Collected data
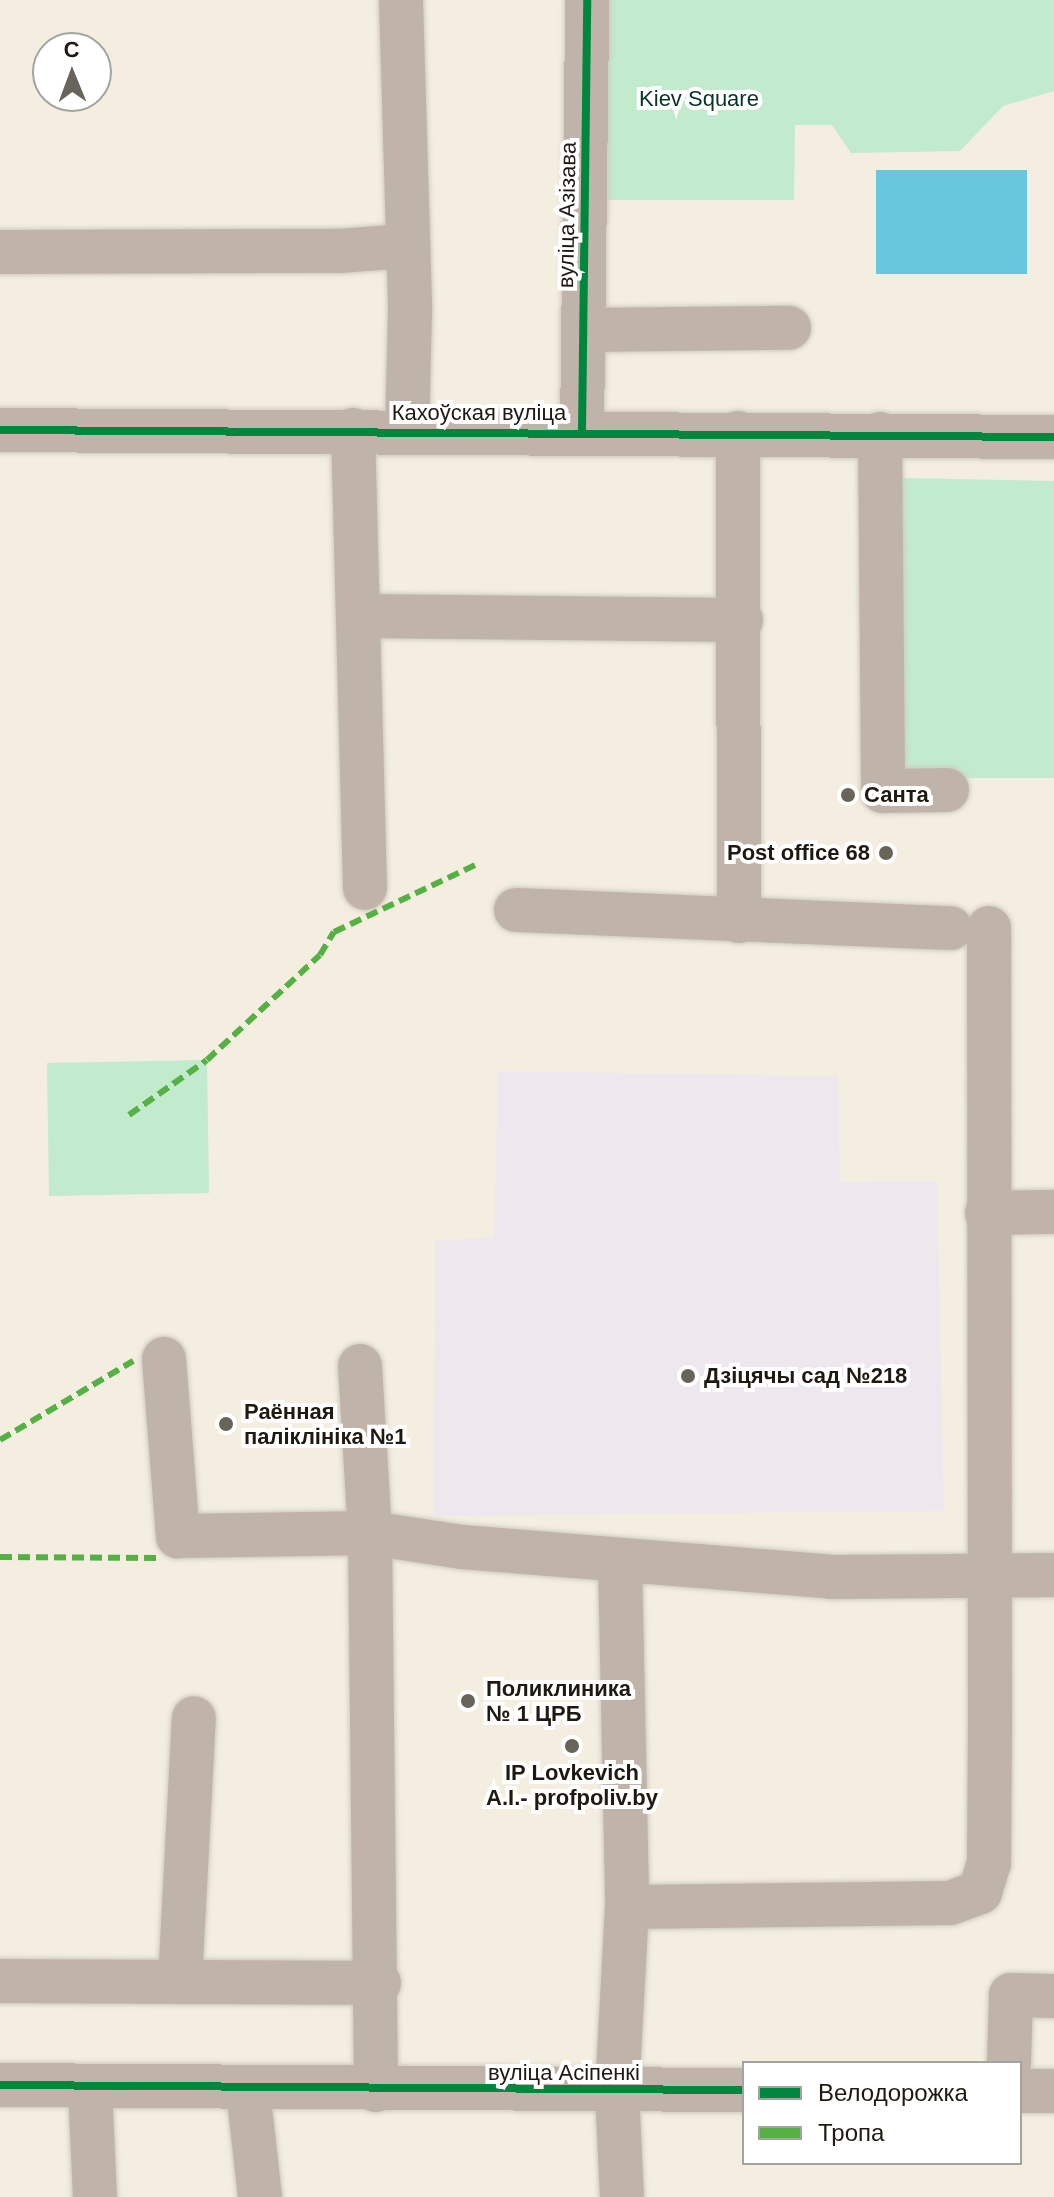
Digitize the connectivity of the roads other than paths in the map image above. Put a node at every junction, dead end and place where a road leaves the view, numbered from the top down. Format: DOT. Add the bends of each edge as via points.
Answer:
graph roads {
  1 [pos="401,0"];
  2 [pos="587,0"];
  3 [pos="405,246"];
  4 [pos="0,252"];
  5 [pos="789,328"];
  6 [pos="583,330"];
  7 [pos="0,430"];
  8 [pos="353,430"];
  9 [pos="407,430"];
  10 [pos="582,431"];
  11 [pos="738,433"];
  12 [pos="880,434"];
  13 [pos="1054,437"];
  14 [pos="360,616"];
  15 [pos="741,620"];
  16 [pos="947,790"];
  17 [pos="365,888"];
  18 [pos="516,910"];
  19 [pos="739,921"];
  20 [pos="1054,1212"];
  21 [pos="987,1213"];
  22 [pos="164,1359"];
  23 [pos="360,1366"];
  24 [pos="370,1533"];
  25 [pos="620,1560"];
  26 [pos="1054,1575"];
  27 [pos="990,1577"];
  28 [pos="194,1718"];
  29 [pos="627,1907"];
  30 [pos="0,1981"];
  31 [pos="180,1982"];
  32 [pos="379,1983"];
  33 [pos="1054,1996"];
  34 [pos="1009,2061"];
  35 [pos="0,2085"];
  36 [pos="90,2088"];
  37 [pos="248,2090"];
  38 [pos="376,2090"];
  39 [pos="742,2090"];
  40 [pos="617,2091"];
  41 [pos="1022,2091"];
  42 [pos="1054,2091"];
  43 [pos="95,2197"];
  44 [pos="260,2197"];
  45 [pos="622,2197"];
  1 -- 3 [label="street"];
  2 -- 6 [label="street, вуліца Азізава"];
  3 -- 4 [label="street" via="339,251"];
  3 -- 9 [label="street"];
  5 -- 6 [label="street"];
  6 -- 10 [label="street, вуліца Азізава"];
  7 -- 8 [label="street, Кахоўская вуліца"];
  8 -- 9 [label="street, Кахоўская вуліца"];
  8 -- 14 [label="street"];
  9 -- 10 [label="street, Кахоўская вуліца"];
  10 -- 11 [label="street, Кахоўская вуліца"];
  11 -- 12 [label="street, Кахоўская вуліца"];
  11 -- 15 [label="street"];
  12 -- 13 [label="street, Кахоўская вуліца"];
  12 -- 16 [label="street" via="883,791"];
  14 -- 15 [label="street"];
  14 -- 17 [label="street"];
  15 -- 19 [label="street"];
  18 -- 19 [label="street"];
  19 -- 21 [label="street" via="970,928"];
  20 -- 21 [label="street"];
  21 -- 27 [label="street"];
  22 -- 24 [label="street" via="178,1536"];
  23 -- 24 [label="street"];
  24 -- 25 [label="street"];
  24 -- 32 [label="street"];
  25 -- 27 [label="street" via="831,1577"];
  25 -- 29 [label="street"];
  26 -- 27 [label="street"];
  27 -- 29 [label="street" via="989,1863 980,1892 950,1903"];
  28 -- 31 [label="street"];
  29 -- 40 [label="street"];
  30 -- 31 [label="street"];
  31 -- 32 [label="street"];
  32 -- 38 [label="street"];
  33 -- 34 [label="street" via="1011,1995"];
  35 -- 36 [label="street, вуліца Асіпенкі"];
  36 -- 37 [label="street, вуліца Асіпенкі"];
  36 -- 43 [label="street"];
  37 -- 38 [label="street, вуліца Асіпенкі"];
  37 -- 44 [label="street"];
  38 -- 40 [label="street, вуліца Асіпенкі"];
  39 -- 40 [label="street, вуліца Асіпенкі"];
  40 -- 45 [label="street"];
  41 -- 42 [label="street"];
}
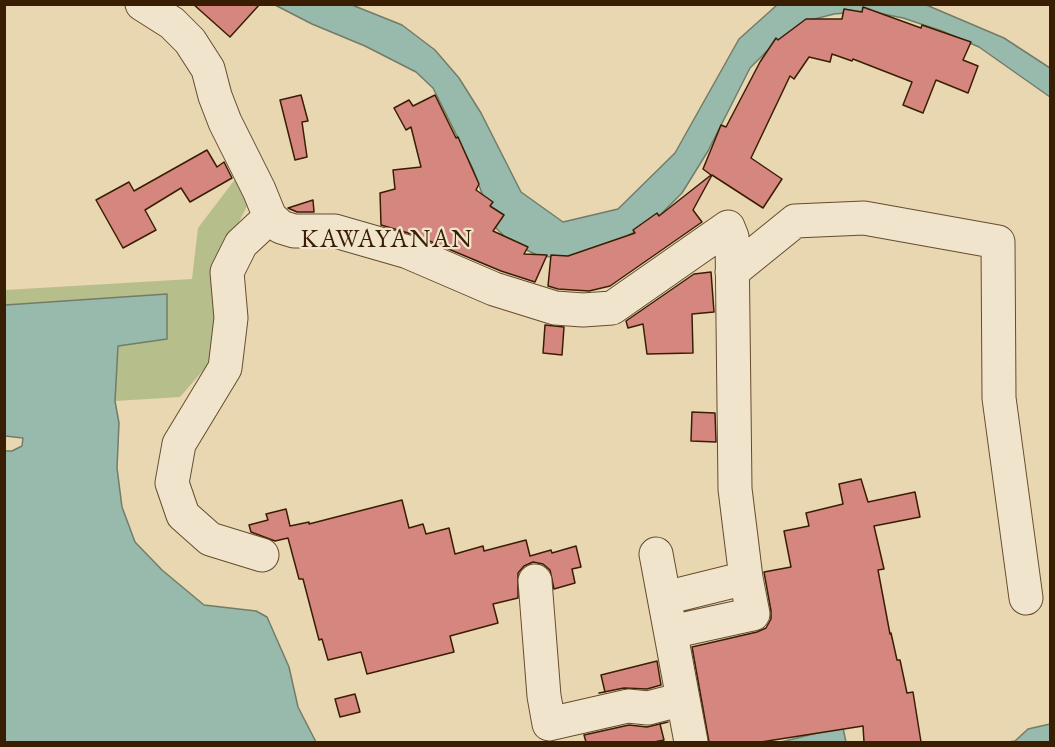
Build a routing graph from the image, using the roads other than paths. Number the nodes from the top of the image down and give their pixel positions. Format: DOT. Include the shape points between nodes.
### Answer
graph roads {
  1 [pos="142,4"];
  2 [pos="270,217"];
  3 [pos="732,272"];
  4 [pos="656,554"];
  5 [pos="262,555"];
  6 [pos="746,578"];
  7 [pos="535,581"];
  8 [pos="665,598"];
  9 [pos="1026,598"];
  10 [pos="671,632"];
  11 [pos="683,699"];
  12 [pos="692,742"];
  1 -- 2 [label="street" via="172,23 190,41 208,69 225,122"];
  2 -- 3 [label="street" via="281,227 294,231 335,231 408,252 494,289 555,308 612,308 728,227 732,237"];
  2 -- 5 [label="street" via="241,244 227,272 231,318 225,368 179,444 172,483 183,515 210,539"];
  3 -- 6 [label="street" via="735,489"];
  3 -- 9 [label="street" via="795,221 864,218 998,242 999,398"];
  4 -- 8 [label="street"];
  6 -- 8 [label="street"];
  6 -- 10 [label="street" via="753,614"];
  7 -- 11 [label="street" via="549,723"];
  8 -- 10 [label="street"];
  10 -- 11 [label="street"];
  11 -- 12 [label="street"];
}
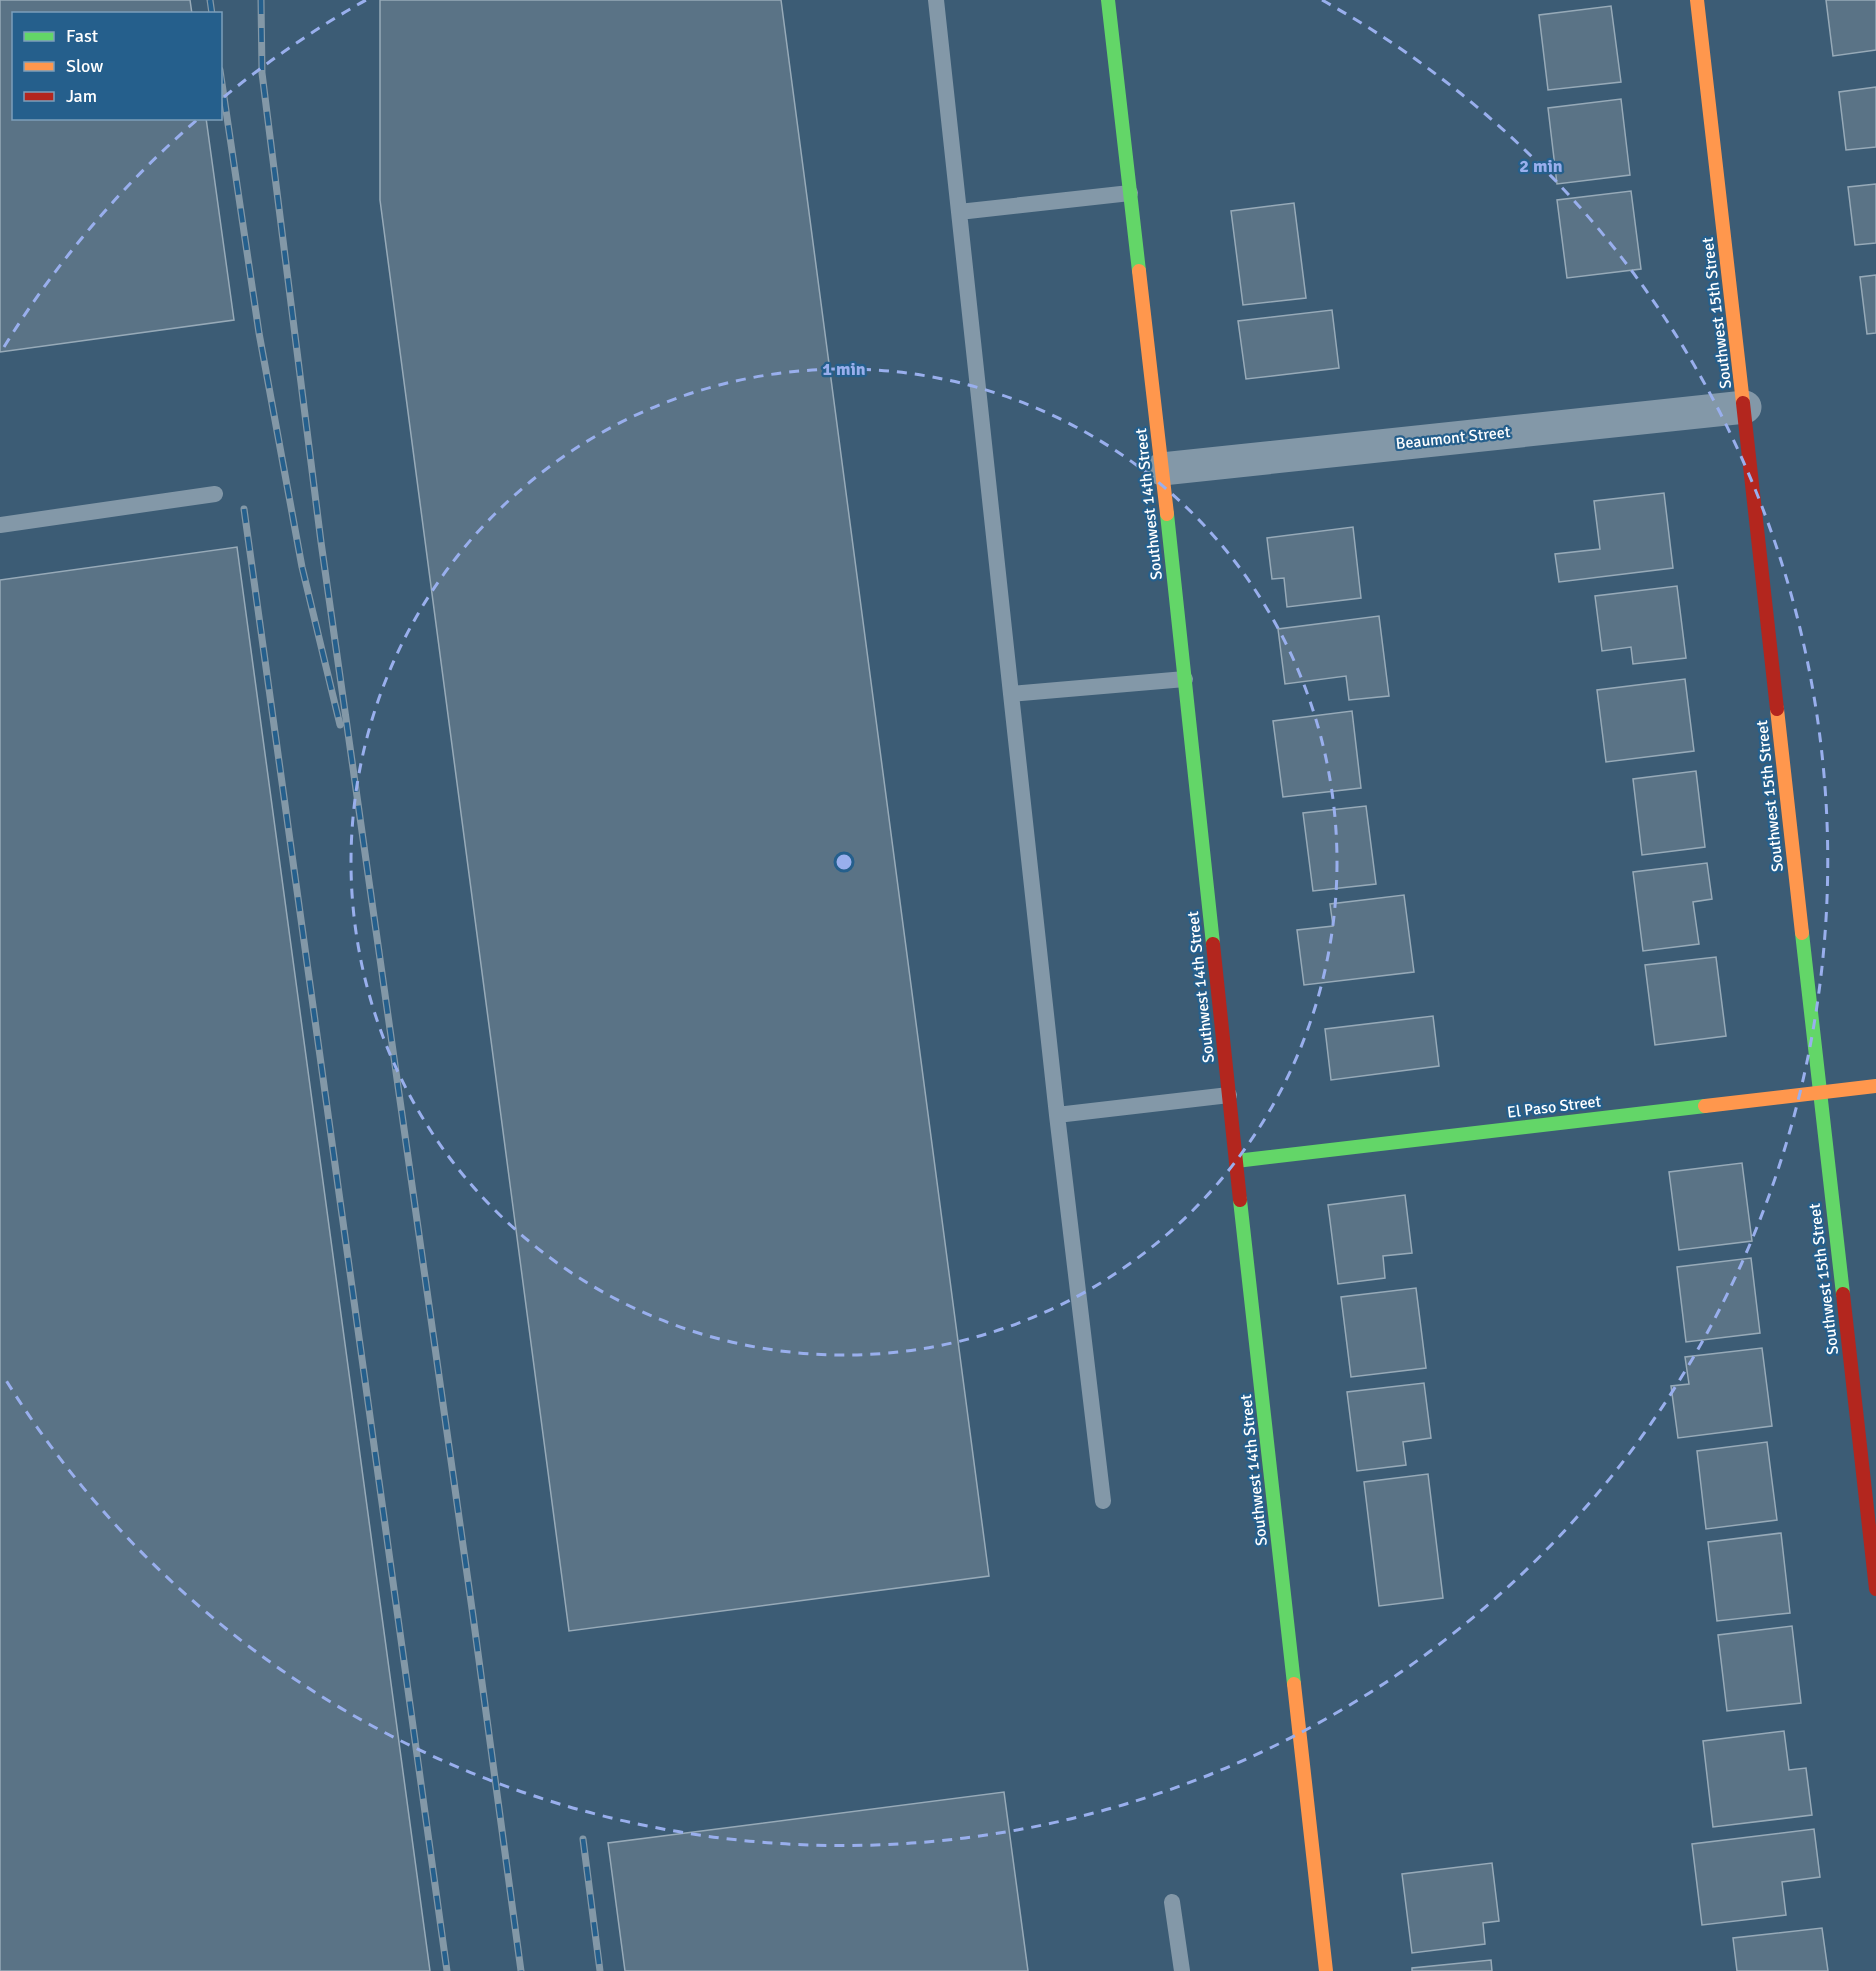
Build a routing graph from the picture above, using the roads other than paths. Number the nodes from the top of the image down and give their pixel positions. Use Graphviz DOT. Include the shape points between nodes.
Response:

▶ **Task description**
Copy all the entries word for word. Omit any pictures.

▶ **Answer space**
Digitize the connectivity of the roads other than paths in the map image above. Put a node at every junction, dead end and place where a road leaves the view, numbered from the top down. Format: DOT. Add the bends of each edge as via points.
Answer:
graph roads {
  1 [pos="401,0"];
  2 [pos="587,0"];
  3 [pos="405,246"];
  4 [pos="0,252"];
  5 [pos="789,328"];
  6 [pos="583,330"];
  7 [pos="0,430"];
  8 [pos="353,430"];
  9 [pos="407,430"];
  10 [pos="582,431"];
  11 [pos="738,433"];
  12 [pos="880,434"];
  13 [pos="1054,437"];
  14 [pos="360,616"];
  15 [pos="741,620"];
  16 [pos="947,790"];
  17 [pos="365,888"];
  18 [pos="516,910"];
  19 [pos="739,921"];
  20 [pos="1054,1212"];
  21 [pos="987,1213"];
  22 [pos="164,1359"];
  23 [pos="360,1366"];
  24 [pos="370,1533"];
  25 [pos="620,1560"];
  26 [pos="1054,1575"];
  27 [pos="990,1577"];
  28 [pos="194,1718"];
  29 [pos="627,1907"];
  30 [pos="0,1981"];
  31 [pos="180,1982"];
  32 [pos="379,1983"];
  33 [pos="1054,1996"];
  34 [pos="1009,2061"];
  35 [pos="0,2085"];
  36 [pos="90,2088"];
  37 [pos="248,2090"];
  38 [pos="376,2090"];
  39 [pos="742,2090"];
  40 [pos="617,2091"];
  41 [pos="1022,2091"];
  42 [pos="1054,2091"];
  43 [pos="95,2197"];
  44 [pos="260,2197"];
  45 [pos="622,2197"];
  1 -- 3 [label="street"];
  2 -- 6 [label="street, вуліца Азізава"];
  3 -- 4 [label="street" via="339,251"];
  3 -- 9 [label="street"];
  5 -- 6 [label="street"];
  6 -- 10 [label="street, вуліца Азізава"];
  7 -- 8 [label="street, Кахоўская вуліца"];
  8 -- 9 [label="street, Кахоўская вуліца"];
  8 -- 14 [label="street"];
  9 -- 10 [label="street, Кахоўская вуліца"];
  10 -- 11 [label="street, Кахоўская вуліца"];
  11 -- 12 [label="street, Кахоўская вуліца"];
  11 -- 15 [label="street"];
  12 -- 13 [label="street, Кахоўская вуліца"];
  12 -- 16 [label="street" via="883,791"];
  14 -- 15 [label="street"];
  14 -- 17 [label="street"];
  15 -- 19 [label="street"];
  18 -- 19 [label="street"];
  19 -- 21 [label="street" via="970,928"];
  20 -- 21 [label="street"];
  21 -- 27 [label="street"];
  22 -- 24 [label="street" via="178,1536"];
  23 -- 24 [label="street"];
  24 -- 25 [label="street"];
  24 -- 32 [label="street"];
  25 -- 27 [label="street" via="831,1577"];
  25 -- 29 [label="street"];
  26 -- 27 [label="street"];
  27 -- 29 [label="street" via="989,1863 980,1892 950,1903"];
  28 -- 31 [label="street"];
  29 -- 40 [label="street"];
  30 -- 31 [label="street"];
  31 -- 32 [label="street"];
  32 -- 38 [label="street"];
  33 -- 34 [label="street" via="1011,1995"];
  35 -- 36 [label="street, вуліца Асіпенкі"];
  36 -- 37 [label="street, вуліца Асіпенкі"];
  36 -- 43 [label="street"];
  37 -- 38 [label="street, вуліца Асіпенкі"];
  37 -- 44 [label="street"];
  38 -- 40 [label="street, вуліца Асіпенкі"];
  39 -- 40 [label="street, вуліца Асіпенкі"];
  40 -- 45 [label="street"];
  41 -- 42 [label="street"];
}
Build a routing graph from the image, using the roads other than paths. Number the nodes from the top of the image down and give their pixel positions. Format: DOT. Include the shape points between nodes.
### Answer
graph roads {
  1 [pos="142,4"];
  2 [pos="270,217"];
  3 [pos="732,272"];
  4 [pos="656,554"];
  5 [pos="262,555"];
  6 [pos="746,578"];
  7 [pos="535,581"];
  8 [pos="665,598"];
  9 [pos="1026,598"];
  10 [pos="671,632"];
  11 [pos="683,699"];
  12 [pos="692,742"];
  1 -- 2 [label="street" via="172,23 190,41 208,69 225,122"];
  2 -- 3 [label="street" via="281,227 294,231 335,231 408,252 494,289 555,308 612,308 728,227 732,237"];
  2 -- 5 [label="street" via="241,244 227,272 231,318 225,368 179,444 172,483 183,515 210,539"];
  3 -- 6 [label="street" via="735,489"];
  3 -- 9 [label="street" via="795,221 864,218 998,242 999,398"];
  4 -- 8 [label="street"];
  6 -- 8 [label="street"];
  6 -- 10 [label="street" via="753,614"];
  7 -- 11 [label="street" via="549,723"];
  8 -- 10 [label="street"];
  10 -- 11 [label="street"];
  11 -- 12 [label="street"];
}
Build a routing graph from the picture above, using the roads other than paths. Number the nodes from the top of the image down and give their pixel positions. Use Graphviz DOT. Include the shape points between nodes.
Response:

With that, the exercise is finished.